PCRs were performed using Q5 high-fidelity DNA polymerase (annealing temperature of 67 °C, annealing time of 30 s and extension time of 5 s at 72 °C). PCRs were run on a 2% agarose gel. A raw gel image is shown in Supplementary Fig. 1.

Transmission electron microscopy of B. hansenii lysate

A 500-ml culture of B. hansenii was grown overnight, as described above. The supernatant from the culture was harvested after 24 h by means of centrifugation (Eppendorf; 5920R) at 4,198g for 15 min at 4 °C. The supernatant was then filtered using a 0.22-μm filter (Fisher Scientific; 09-719C). The supernatant (5 μl) was placed on glow-discharged 200-mesh carbon/Formvar-coated Cu grids (FF300-Cu) and allowed to settle for 3 min. Grids were washed by touching the sample side with two drops of water. Three drops of 1% uranyl acetate in double-distilled water were then added, and the third drop was incubated on the grid for 1 min at room temperature. The remainder of the last drop was removed with filter paper, and the grid was allowed to dry. The samples were then observed on the JEOL JEM-1400 transmission electron microscope at 120 kV, and photographs were taken using a Gatan Orius digital camera.

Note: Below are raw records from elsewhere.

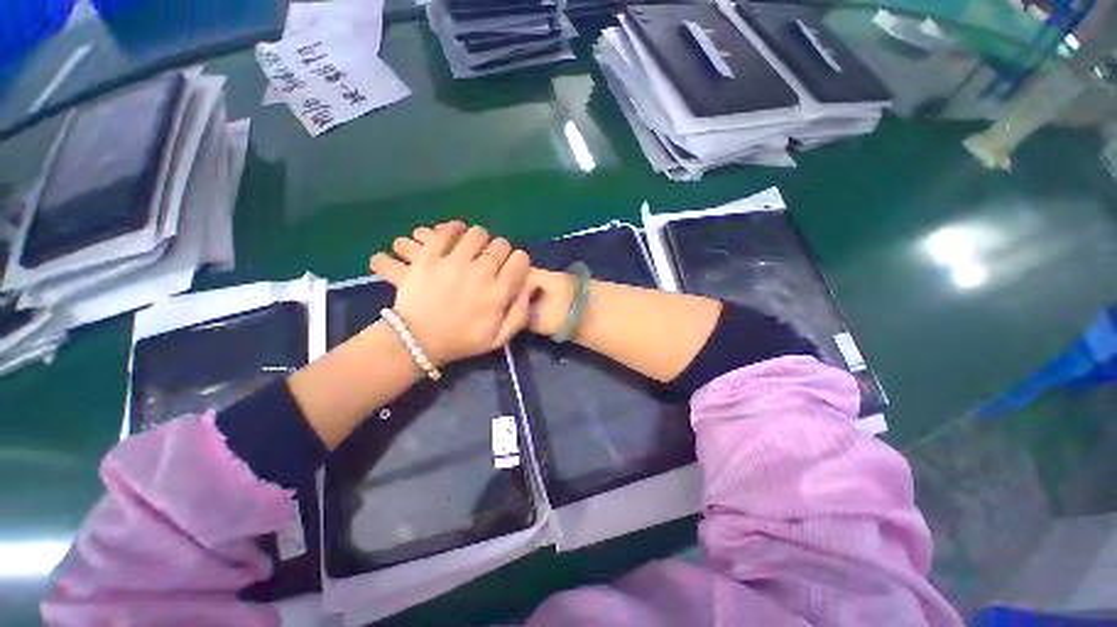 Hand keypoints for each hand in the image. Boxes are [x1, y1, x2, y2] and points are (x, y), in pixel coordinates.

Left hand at [379, 227, 578, 337]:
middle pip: (501, 244)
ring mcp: (453, 263)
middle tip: (491, 261)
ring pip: (476, 233)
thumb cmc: (461, 341)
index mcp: (498, 293)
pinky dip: (453, 230)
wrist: (417, 341)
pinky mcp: (429, 257)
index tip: (512, 268)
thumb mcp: (498, 339)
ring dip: (480, 240)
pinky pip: (445, 232)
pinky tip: (455, 237)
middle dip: (501, 251)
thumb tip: (531, 286)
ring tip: (473, 249)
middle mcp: (480, 273)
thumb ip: (520, 314)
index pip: (520, 260)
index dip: (519, 261)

Statistical analysis and visualization

All statistical tests were performed in R (v.4.2.2). Data visualization was performed using ggplot2 (v.3.5.1), which is part of the tidyverse (v.2.0.0) suite of tools⁸¹.

Reporting summary

Further information on research design is available in the Nature Portfolio Reporting Summary linked to this article.